With access to freshly-slaughtered whales, Pyenson was able to discover a hitherto unknown sense organ at the tip of a fin whale’s jaw, used to detect its prey. It was an extraordinary revelation — but at what cost? How do Pyenson’s actions differ from Japanese whalers who claim to kill whales for scientific investigation? The spying of Pyenson’s title starts to take on a dark undertone. There’s no movie-style disclaimer here — ‘No whales were harmed in the making of this book’ — because they were. In a paper published in 2015, Pyenson specifically thanks Kristjan Loftsson, the controversial director of Hvalfur, which has killed 769 fin whales since 2006 (including 63 animals this year to date) and exported thousands of tonnes of whalemeat to Japan. (Statistics supplied by Whale and Dolphin Conservation.)
Pyenson reasons that Hvalfur’s self-declared annual quota of 125 fin whales would have little effect on a North Atlantic population of 50,000: ‘As many fin whales are likely to be killed every year by net entanglement and ship strikes.’ The whales he sampled would have been killed anyway; he was just making good scientific use of them. ‘Once stripped of their meat, the carcass remains were not valuable to the whalers but could be a gold mine for us.’ But why not wait for a stranded fin whale — they are not rare — on which to conduct such experiments?
Some would contest that Pyenson’s work lends credibility to a commercial operation that defies world opinion by killing endangered, sentient animals that can take up to three hours to die. No landbound abattoir would allow such cruelty. And as Pyenson himself notes later, baleen whales may possess the same intelligence as primates, our nearest animal relatives. I’m afraid I’m with the whale-huggers on this one.

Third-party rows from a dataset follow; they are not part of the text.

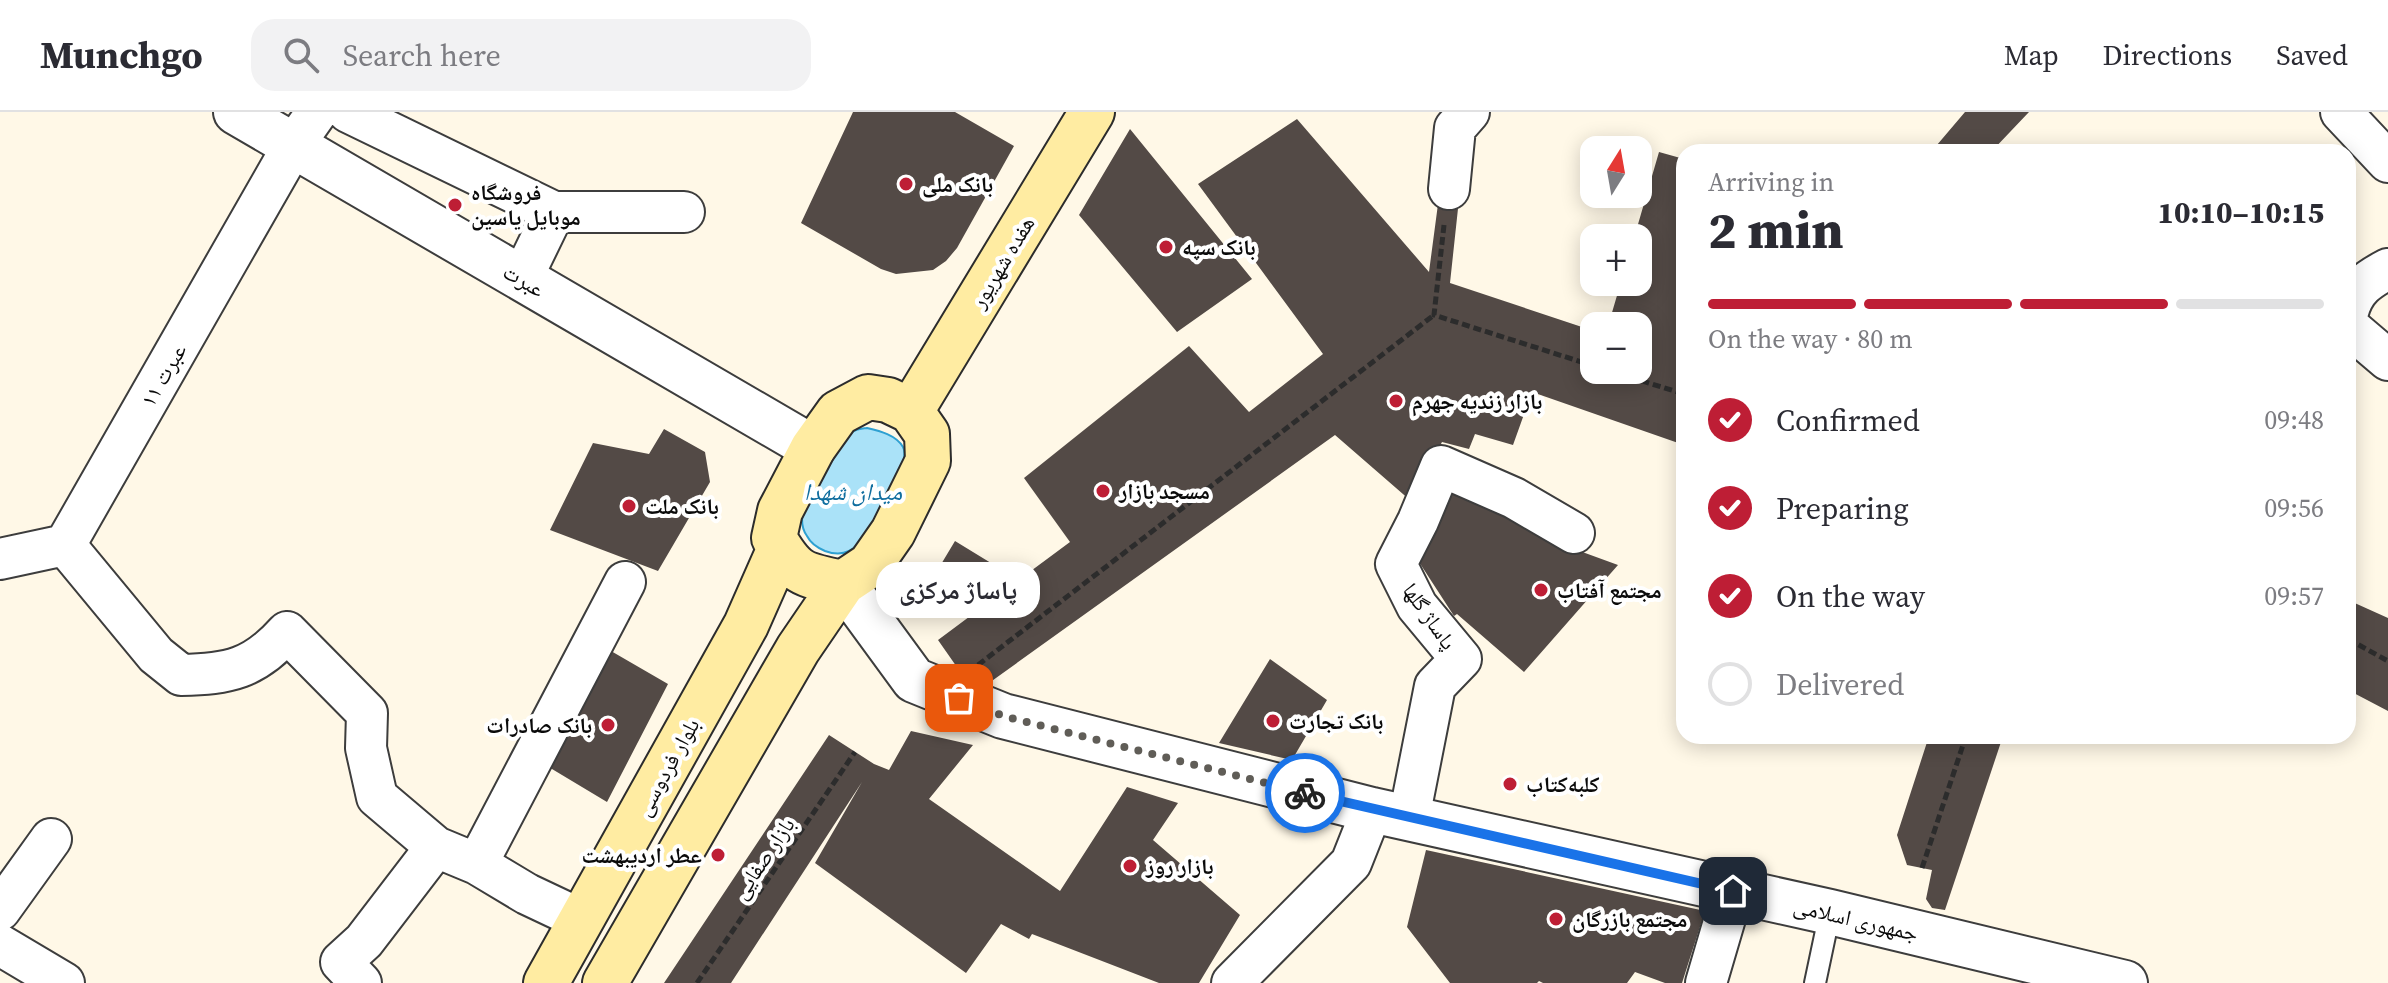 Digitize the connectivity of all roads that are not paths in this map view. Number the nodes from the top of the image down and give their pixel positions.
1 (236, 112) edge
2 (348, 112) edge
3 (1092, 112) edge
4 (2341, 112) edge
5 (1450, 117) edge
6 (305, 129) edge
7 (2388, 162) edge
8 (1449, 189) road end
9 (554, 212) junction
10 (684, 212) dead end
11 (2388, 269) edge
12 (522, 278) junction
13 (2356, 292) edge
14 (2356, 333) edge
15 (2388, 360) edge
16 (911, 411) junction
17 (813, 448) junction
18 (1574, 533) dead end
19 (65, 545) junction
20 (780, 548) junction
21 (0, 559) edge
22 (625, 582) dead end
23 (843, 583) junction
24 (1391, 814) junction
25 (51, 839) dead end
26 (436, 847) junction
27 (477, 864) junction
28 (1733, 891) junction
29 (0, 910) edge
30 (1830, 912) junction
31 (582, 920) junction
32 (0, 945) edge
33 (64, 983) edge
34 (361, 983) edge
35 (546, 983) edge
36 (605, 983) edge
37 (1232, 983) edge
38 (1706, 983) edge
39 (1815, 983) edge
40 (2125, 983) edge

1 - 6 street, عبرت
2 - 9 street
3 - 16 main road, هفده شهریور
4 - 7 street
5 - 8 street
6 - 12 street, عبرت
6 - 19 street, عبرت ۱۱
9 - 10 street
9 - 12 street
11 - 13 street
12 - 17 street, عبرت
14 - 15 street
16 - 17 main road
16 - 23 main road
17 - 20 main road
18 - 24 street, پاساژ گلها
19 - 21 street
19 - 26 street
20 - 23 main road
20 - 31 main road, بلوار فردوسی
22 - 27 street
23 - 24 street, جمهوری اسلامی
23 - 36 main road
24 - 28 street, جمهوری اسلامی
24 - 37 street
25 - 29 street
26 - 27 street
26 - 34 street
27 - 31 street
28 - 30 street, جمهوری اسلامی
28 - 38 street
30 - 39 lane
30 - 40 street, جمهوری اسلامی
31 - 35 main road, بلوار فردوسی
32 - 33 street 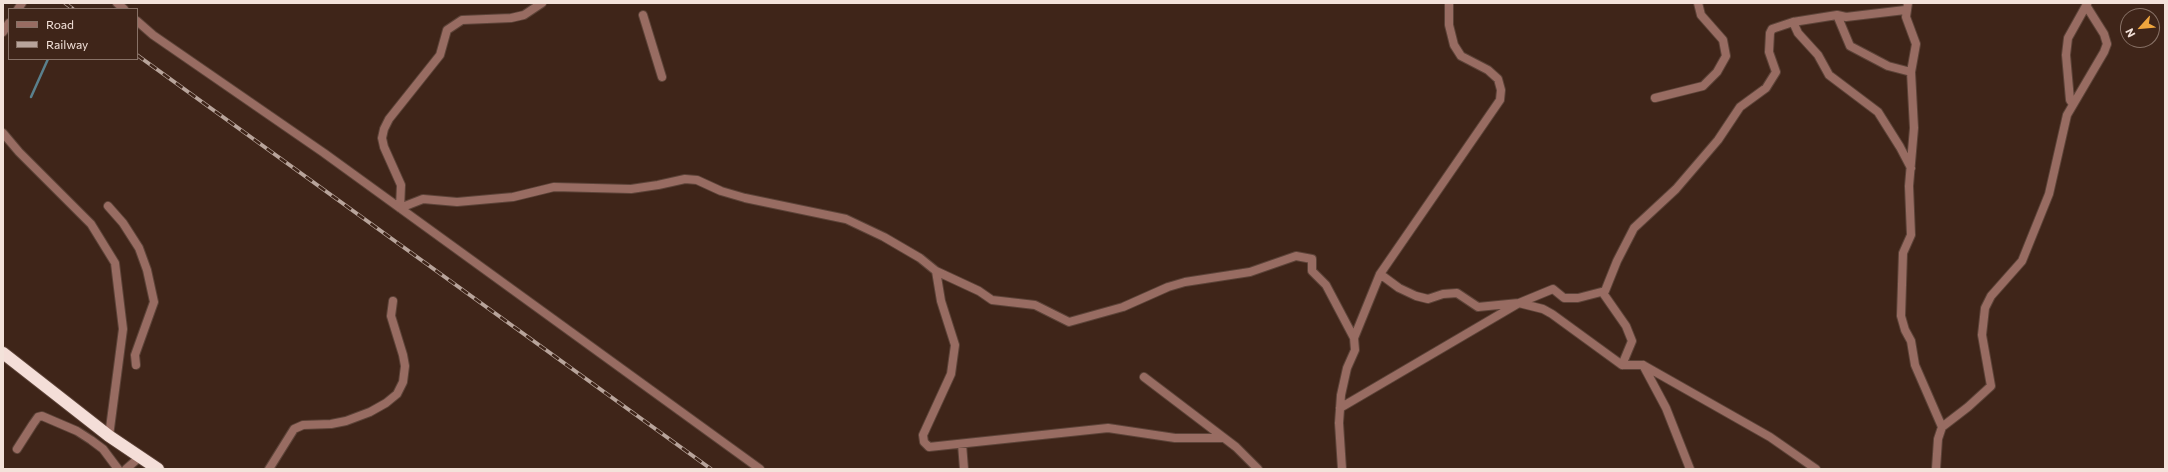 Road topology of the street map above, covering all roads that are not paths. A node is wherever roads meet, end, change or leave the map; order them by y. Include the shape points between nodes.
1 (542, 3) edge
2 (1449, 3) edge
3 (1698, 3) edge
4 (1904, 5) edge
5 (2087, 5) edge
6 (643, 15) dead end
7 (1837, 15) junction
8 (138, 22) edge
9 (1793, 22) junction
10 (1911, 72) junction
11 (662, 77) dead end
12 (1655, 98) dead end
13 (2073, 104) junction
14 (3, 133) edge
15 (1911, 168) junction
16 (108, 206) dead end
17 (400, 208) junction
18 (936, 271) junction
19 (1380, 274) junction
20 (1603, 293) junction
21 (393, 301) dead end
22 (1518, 303) junction
23 (1354, 338) junction
24 (3, 353) edge
25 (136, 365) dead end
26 (1622, 365) junction
27 (1643, 365) junction
28 (1144, 377) dead end
29 (1340, 408) junction
30 (1942, 427) junction
31 (109, 436) junction
32 (1222, 438) junction
33 (962, 444) junction
34 (18, 449) dead end
35 (141, 456) junction
36 (118, 469) edge
37 (126, 469) edge
38 (158, 469) edge
39 (269, 469) edge
40 (760, 469) edge
41 (964, 469) edge
42 (1258, 469) edge
43 (1342, 469) edge
44 (1690, 469) edge
45 (1816, 469) edge
46 (1936, 469) edge

1 - 17 street via 524,15 462,20 447,30 440,55 384,128 384,147 401,185
2 - 19 street via 1449,25 1454,45 1462,56 1488,70 1498,79 1500,100
3 - 12 street via 1701,15 1723,40 1726,56 1703,86
4 - 7 street via 1846,17
4 - 10 street via 1916,44
5 - 13 street via 2068,38 2066,55 2070,100
5 - 13 street via 2107,44
6 - 11 street
7 - 9 street
7 - 10 street via 1850,46 1888,66
8 - 17 street via 153,35
9 - 15 street via 1798,33 1818,55 1829,75 1878,112
9 - 20 street via 1772,29 1770,33 1769,52 1776,72 1766,88 1740,107 1718,140 1676,189 1634,228
10 - 15 street via 1914,128
13 - 30 street via 2063,125 2044,208 2022,261 1991,296 1984,308 1982,335 1990,386
14 - 31 street via 91,224 115,263 123,329
15 - 30 street via 1911,235 1903,253 1901,316 1911,341 1915,365
16 - 25 street via 139,248 154,302 135,355
17 - 18 street via 423,199 457,202 513,197 554,187 631,188 685,179 697,180 745,198 846,219 884,237 920,258
17 - 40 street
18 - 23 street via 979,291 992,300 1035,305 1070,322 1122,307 1185,282 1250,272 1296,256 1312,259 1312,271 1326,285
18 - 33 street via 941,301 955,345 951,374 923,435 924,442 929,447
19 - 22 street via 1405,291 1428,299 1457,293 1478,307
19 - 23 street
20 - 22 street via 1564,298 1552,289
20 - 26 street via 1626,326 1632,341
21 - 39 street via 391,316 405,366 403,382 397,394 386,404 346,421 303,425 294,429
22 - 26 street via 1552,314
22 - 29 street
23 - 29 street via 1355,350 1346,368
24 - 31 highway
26 - 27 street
27 - 44 street via 1666,408
27 - 45 street via 1770,436
28 - 32 street
29 - 43 street
30 - 46 street via 1938,439
31 - 35 highway
32 - 33 street via 1175,438 1108,428
32 - 42 street via 1246,455
33 - 41 street
34 - 36 street via 38,417 42,416 77,431 104,449
35 - 37 street
35 - 38 highway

Pyenson wrestles with scientific objectivity and his own conscience as he looks to the future. The melting Arctic spells uncertainty for the giant bowhead whale, an animal which may live for up to 300 years. The vaquita, a small porpoise in the warm waters off Mexico, is about to become extinct; even as its rescuers try to save the handful of animals that are left, they die of fear as they are lifted from the water. What we observe, we destroy.
Pyenson’s highly readable book is an excellent exemplar of popular science; but when he walks into that vast hangar that houses the Smithsonian’s renowned collection of bones of extinct and soon-to-be extinct animals, he might take heed, not of Remington Kellogg, but of Ishmael, the unreliable narrator of Moby-Dick who, after 135 chapters of exasperating detail, finally declares of the whale: ‘I know him not, and never will.’